How Frongoch Internment Camp Influenced the War of Independence.
Frongoch Interment Camp was situated in Frongoch in Merionethshire, Wales. It was a makeshift place of imprisonment during World War 1. It housed German prisoners of war in an abandoned distillery and crude huts up until 1916, but in the wake of the 1916 Easter Rising in Dublin, Ireland, the German prisoners were moved and it was used as a place of internment for approximately 1,800 Irish. Notable prisoners included Michael Collins and Arthur Griffith. They were accorded the status of prisoners of war. The camp became a ground for the spreading of the revolutionary gospel. The camp became known as ollscoil na réabhlóide, the "University of Revolution" or sometimes "Sinn Féin University". The camp was emptied in December 1916 when David Lloyd George replaced Asquith as Prime Minister.

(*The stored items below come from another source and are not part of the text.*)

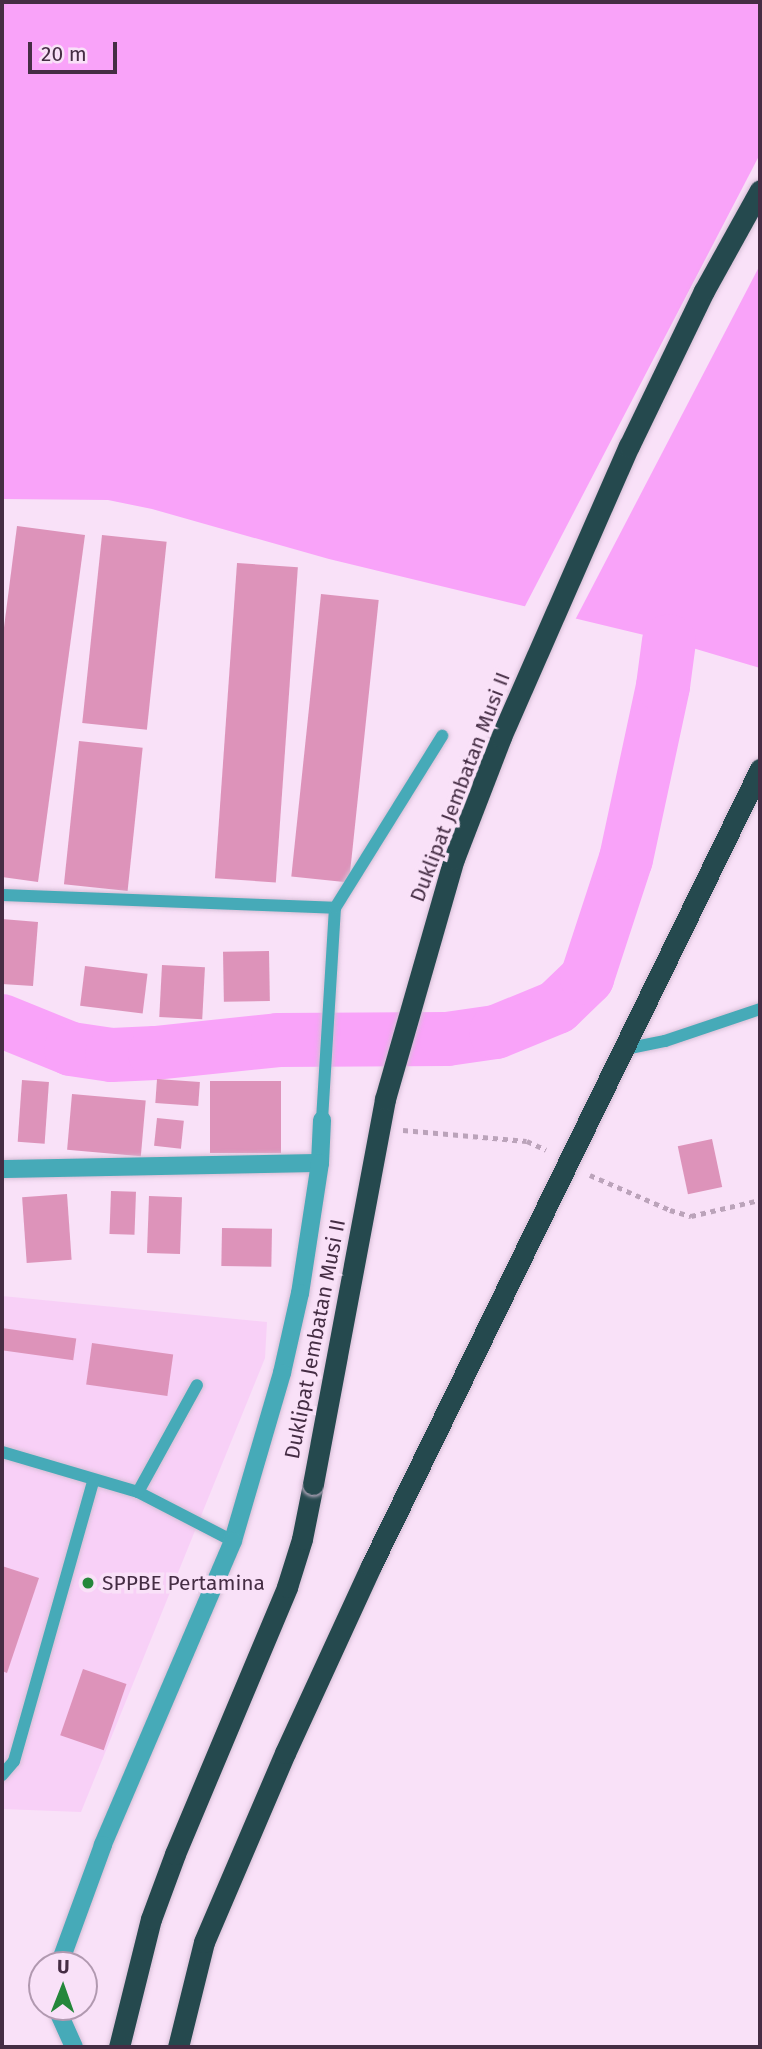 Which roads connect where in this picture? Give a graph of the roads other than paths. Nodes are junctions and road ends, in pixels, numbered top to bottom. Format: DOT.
graph roads {
  1 [pos="760,190"];
  2 [pos="442,736"];
  3 [pos="760,768"];
  4 [pos="2,895"];
  5 [pos="335,908"];
  6 [pos="760,1009"];
  7 [pos="625,1049"];
  8 [pos="323,1119"];
  9 [pos="320,1163"];
  10 [pos="2,1169"];
  11 [pos="197,1385"];
  12 [pos="2,1452"];
  13 [pos="93,1481"];
  14 [pos="138,1492"];
  15 [pos="233,1541"];
  16 [pos="2,1775"];
  17 [pos="64,1951"];
  18 [pos="62,2021"];
  19 [pos="74,2047"];
  20 [pos="119,2047"];
  21 [pos="178,2047"];
  1 -- 20 [label="highway, Duklipat Jembatan Musi II, bridge"];
  2 -- 5 [label="lane"];
  3 -- 7 [label="highway"];
  4 -- 5 [label="lane"];
  5 -- 8 [label="lane"];
  6 -- 7 [label="lane"];
  7 -- 21 [label="highway"];
  8 -- 9 [label="street"];
  9 -- 10 [label="street"];
  9 -- 15 [label="street"];
  11 -- 14 [label="lane"];
  12 -- 13 [label="lane"];
  13 -- 14 [label="lane"];
  13 -- 16 [label="lane"];
  14 -- 15 [label="lane"];
  15 -- 17 [label="street"];
  18 -- 19 [label="street"];
} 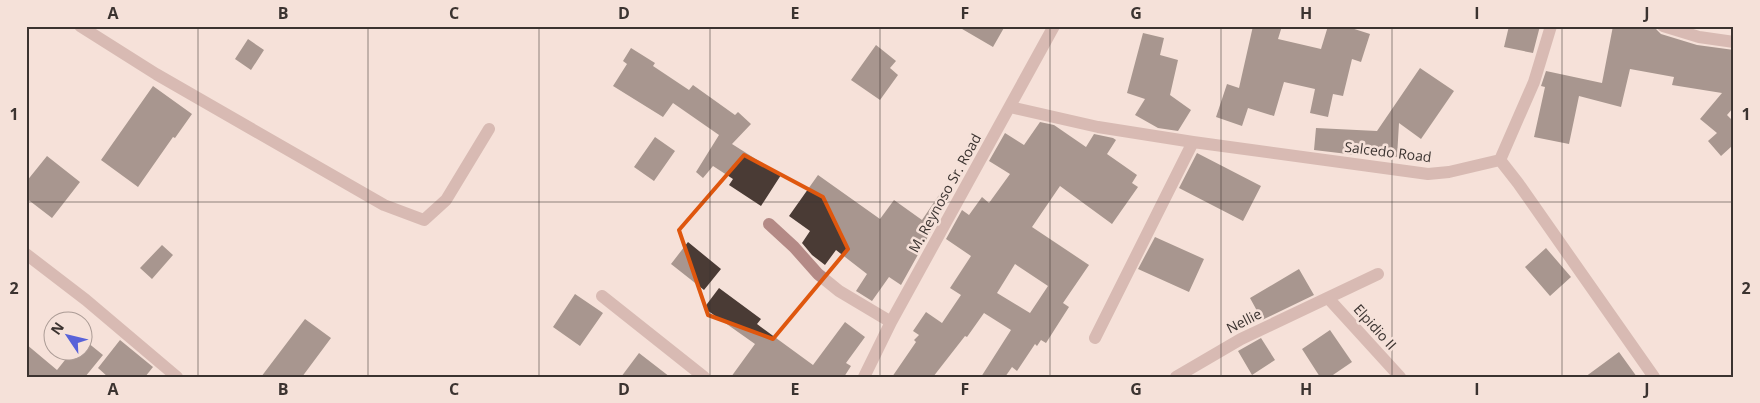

The conditions in Frongoch were poor. There were two reported cases of insanity and one attempted suicide.
There were two camps, the North and South camps. Prisoners stayed in poorly heated huts in the North Camp. The huts were badly insulated and the floors were just planks of wood. The paths between the unpaved and when the weather was bad the outdoor conditions were terrible. Michael Collins described the camp as “slippery shifting mud”. When the camp was inspected inspectors noted that there was no covered area for patients waiting to see the medical officer.
The South Camp was an old whiskey distillery. The insides had been changed from places to store grain and distil into five large dormitories. It also contained the prison hospital, a dining room, a kitchen, the doctor’s surgery, the barbers shop, various workshops as well as the punishment cells. The camp was described as “somewhat rough”.
Inspectors said that three out of the five dormitories were unsuitable for humans to live. They were ill lit and poorly ventilated. One dormitory was considered unsuitable for humans to sleep there. The...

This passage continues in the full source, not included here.